A pipe is a unidirectional communication channel. Either you use it to send data from a parent process to a child process, or to send data from a child process to the parent. You can't do both - even if you kept the pipe's read and write channels open on both processes, each process would never know when it was its turn to read from the pipe (e.g. you could end up reading something in the child that was supposed to be read by the parent).
The code to send the characters from parent to child seems mostly correct (more details below), but you need to redesign child to parent communication. Now, you have two options to send the results from child to parent:
Use another pipe. You set up an additional pipe before forking for child-to-parent communication. This complicates the design and the code, because now you have 4 file descriptors to manage from 2 different pipes, and you need to be careful where you close each file descriptor to make sure processes don't hang. It is also probably a bit overkill because the child is only sending a number to the parent.
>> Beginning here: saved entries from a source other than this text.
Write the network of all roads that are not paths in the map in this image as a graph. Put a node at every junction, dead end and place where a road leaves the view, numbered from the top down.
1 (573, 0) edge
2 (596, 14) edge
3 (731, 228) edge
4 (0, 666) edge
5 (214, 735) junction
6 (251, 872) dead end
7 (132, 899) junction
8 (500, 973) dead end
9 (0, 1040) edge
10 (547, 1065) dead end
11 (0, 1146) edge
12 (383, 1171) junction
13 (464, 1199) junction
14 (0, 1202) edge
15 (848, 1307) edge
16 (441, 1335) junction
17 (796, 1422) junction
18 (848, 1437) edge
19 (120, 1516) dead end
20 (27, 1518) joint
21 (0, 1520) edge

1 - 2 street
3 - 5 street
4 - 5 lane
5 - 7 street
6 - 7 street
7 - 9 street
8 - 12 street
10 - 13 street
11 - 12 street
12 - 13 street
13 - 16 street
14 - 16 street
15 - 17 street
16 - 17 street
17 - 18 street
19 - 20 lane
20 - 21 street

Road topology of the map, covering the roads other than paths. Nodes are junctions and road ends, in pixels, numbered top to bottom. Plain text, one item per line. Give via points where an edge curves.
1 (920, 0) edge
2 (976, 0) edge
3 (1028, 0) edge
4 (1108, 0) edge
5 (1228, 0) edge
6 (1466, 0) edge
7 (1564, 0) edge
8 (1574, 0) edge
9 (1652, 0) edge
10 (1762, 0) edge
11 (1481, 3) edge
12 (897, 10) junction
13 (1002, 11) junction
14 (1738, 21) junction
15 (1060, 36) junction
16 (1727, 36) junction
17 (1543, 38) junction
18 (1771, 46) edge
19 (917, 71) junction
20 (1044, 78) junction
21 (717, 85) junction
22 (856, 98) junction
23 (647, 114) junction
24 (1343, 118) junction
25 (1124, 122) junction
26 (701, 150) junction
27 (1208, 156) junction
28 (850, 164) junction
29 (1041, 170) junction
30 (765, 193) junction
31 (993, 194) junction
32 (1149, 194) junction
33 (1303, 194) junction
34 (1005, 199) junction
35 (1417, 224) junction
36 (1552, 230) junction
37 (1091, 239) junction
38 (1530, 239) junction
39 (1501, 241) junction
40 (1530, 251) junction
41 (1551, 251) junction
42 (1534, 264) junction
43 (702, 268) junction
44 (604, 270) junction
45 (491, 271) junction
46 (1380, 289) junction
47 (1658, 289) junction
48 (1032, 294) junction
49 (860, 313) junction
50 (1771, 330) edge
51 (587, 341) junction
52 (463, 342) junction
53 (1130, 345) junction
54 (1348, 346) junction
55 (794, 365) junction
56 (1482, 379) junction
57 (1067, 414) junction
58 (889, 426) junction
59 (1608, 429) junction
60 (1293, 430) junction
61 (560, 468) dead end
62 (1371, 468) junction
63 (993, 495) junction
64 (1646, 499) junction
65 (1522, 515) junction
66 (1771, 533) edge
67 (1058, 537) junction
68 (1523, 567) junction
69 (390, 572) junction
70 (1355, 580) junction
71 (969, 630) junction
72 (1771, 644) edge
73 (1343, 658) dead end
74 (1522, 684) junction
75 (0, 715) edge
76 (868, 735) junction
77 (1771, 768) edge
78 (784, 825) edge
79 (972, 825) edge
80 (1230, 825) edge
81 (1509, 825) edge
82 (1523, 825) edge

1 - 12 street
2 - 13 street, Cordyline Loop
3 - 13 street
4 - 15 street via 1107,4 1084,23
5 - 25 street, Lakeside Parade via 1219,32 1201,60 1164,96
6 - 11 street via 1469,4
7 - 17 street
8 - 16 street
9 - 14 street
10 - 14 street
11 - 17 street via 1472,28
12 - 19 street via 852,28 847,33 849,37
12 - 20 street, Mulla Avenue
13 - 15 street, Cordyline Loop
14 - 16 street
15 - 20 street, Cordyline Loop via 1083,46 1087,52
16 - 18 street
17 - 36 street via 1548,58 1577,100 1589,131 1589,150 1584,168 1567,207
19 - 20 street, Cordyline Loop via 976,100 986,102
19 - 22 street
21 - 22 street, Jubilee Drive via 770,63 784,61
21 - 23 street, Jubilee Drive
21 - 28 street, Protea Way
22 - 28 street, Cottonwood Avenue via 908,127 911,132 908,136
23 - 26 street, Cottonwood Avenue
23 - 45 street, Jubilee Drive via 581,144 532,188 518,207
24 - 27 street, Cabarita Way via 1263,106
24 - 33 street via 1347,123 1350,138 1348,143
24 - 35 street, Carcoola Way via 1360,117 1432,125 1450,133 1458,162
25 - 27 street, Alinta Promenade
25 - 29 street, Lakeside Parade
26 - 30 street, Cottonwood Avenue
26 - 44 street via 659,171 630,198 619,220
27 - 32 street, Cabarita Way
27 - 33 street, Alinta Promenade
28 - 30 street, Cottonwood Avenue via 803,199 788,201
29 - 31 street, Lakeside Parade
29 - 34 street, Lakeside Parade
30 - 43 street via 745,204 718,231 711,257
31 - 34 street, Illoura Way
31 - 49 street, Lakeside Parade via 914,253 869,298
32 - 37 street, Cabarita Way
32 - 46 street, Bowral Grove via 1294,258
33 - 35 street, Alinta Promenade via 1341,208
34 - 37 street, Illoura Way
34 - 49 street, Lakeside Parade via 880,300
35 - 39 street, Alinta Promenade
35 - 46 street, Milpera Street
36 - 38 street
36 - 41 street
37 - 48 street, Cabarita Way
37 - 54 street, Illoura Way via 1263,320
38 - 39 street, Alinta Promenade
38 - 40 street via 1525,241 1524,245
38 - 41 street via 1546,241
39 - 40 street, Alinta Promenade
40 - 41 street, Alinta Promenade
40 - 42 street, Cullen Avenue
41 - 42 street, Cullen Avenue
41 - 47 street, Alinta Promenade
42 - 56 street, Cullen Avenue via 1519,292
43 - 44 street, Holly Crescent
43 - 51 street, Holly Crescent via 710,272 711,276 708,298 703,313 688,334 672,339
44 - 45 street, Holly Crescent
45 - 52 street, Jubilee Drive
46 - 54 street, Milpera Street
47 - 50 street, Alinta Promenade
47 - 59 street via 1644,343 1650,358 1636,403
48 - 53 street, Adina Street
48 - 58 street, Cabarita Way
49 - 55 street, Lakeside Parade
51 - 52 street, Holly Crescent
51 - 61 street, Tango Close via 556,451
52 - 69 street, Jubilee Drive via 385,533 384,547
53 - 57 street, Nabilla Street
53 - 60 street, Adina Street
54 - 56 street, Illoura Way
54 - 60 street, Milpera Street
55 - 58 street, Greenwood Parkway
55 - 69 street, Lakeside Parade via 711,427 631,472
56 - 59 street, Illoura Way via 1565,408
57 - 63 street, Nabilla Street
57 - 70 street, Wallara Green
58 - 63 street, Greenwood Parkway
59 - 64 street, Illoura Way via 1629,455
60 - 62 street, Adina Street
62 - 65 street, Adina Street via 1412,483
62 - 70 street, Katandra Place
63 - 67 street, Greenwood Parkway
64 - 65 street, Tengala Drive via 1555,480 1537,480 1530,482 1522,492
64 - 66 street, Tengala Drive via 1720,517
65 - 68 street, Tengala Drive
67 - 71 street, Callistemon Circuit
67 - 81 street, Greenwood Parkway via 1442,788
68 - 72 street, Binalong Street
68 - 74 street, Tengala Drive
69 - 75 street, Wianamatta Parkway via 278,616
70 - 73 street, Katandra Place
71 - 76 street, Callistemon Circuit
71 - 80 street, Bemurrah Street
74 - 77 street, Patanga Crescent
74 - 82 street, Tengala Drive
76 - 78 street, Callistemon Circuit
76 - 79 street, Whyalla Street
Return the result from the child as the exit value. This is what you're doing right now, and it's a good choice. However, you fail to retrieve that information in the parent: the child's termination status tells you the number of characters processed, you can fetch this value with waitpid(2), which you already do, but then you never look at status (which contains the results you're looking for).
Remember that a child process has its own address space. It makes no sense to try to read charCounter in the parent because the parent never modified it. The child process gets its own copy of charCounter, so any modifications are seen by the child only. Your code seems to assume otherwise.
To make this more obvious, I would suggest moving the declarations of variables to the corresponding process code. Only fd and pid need to be copied in both processes, the other variables are specific to the task of each process. So you can move the declarations of status and nChar to the parent process specific code, and you can move charCounter, readbuffer and readIn to the child. This will make it very obvious that the variables are completely independent on each process.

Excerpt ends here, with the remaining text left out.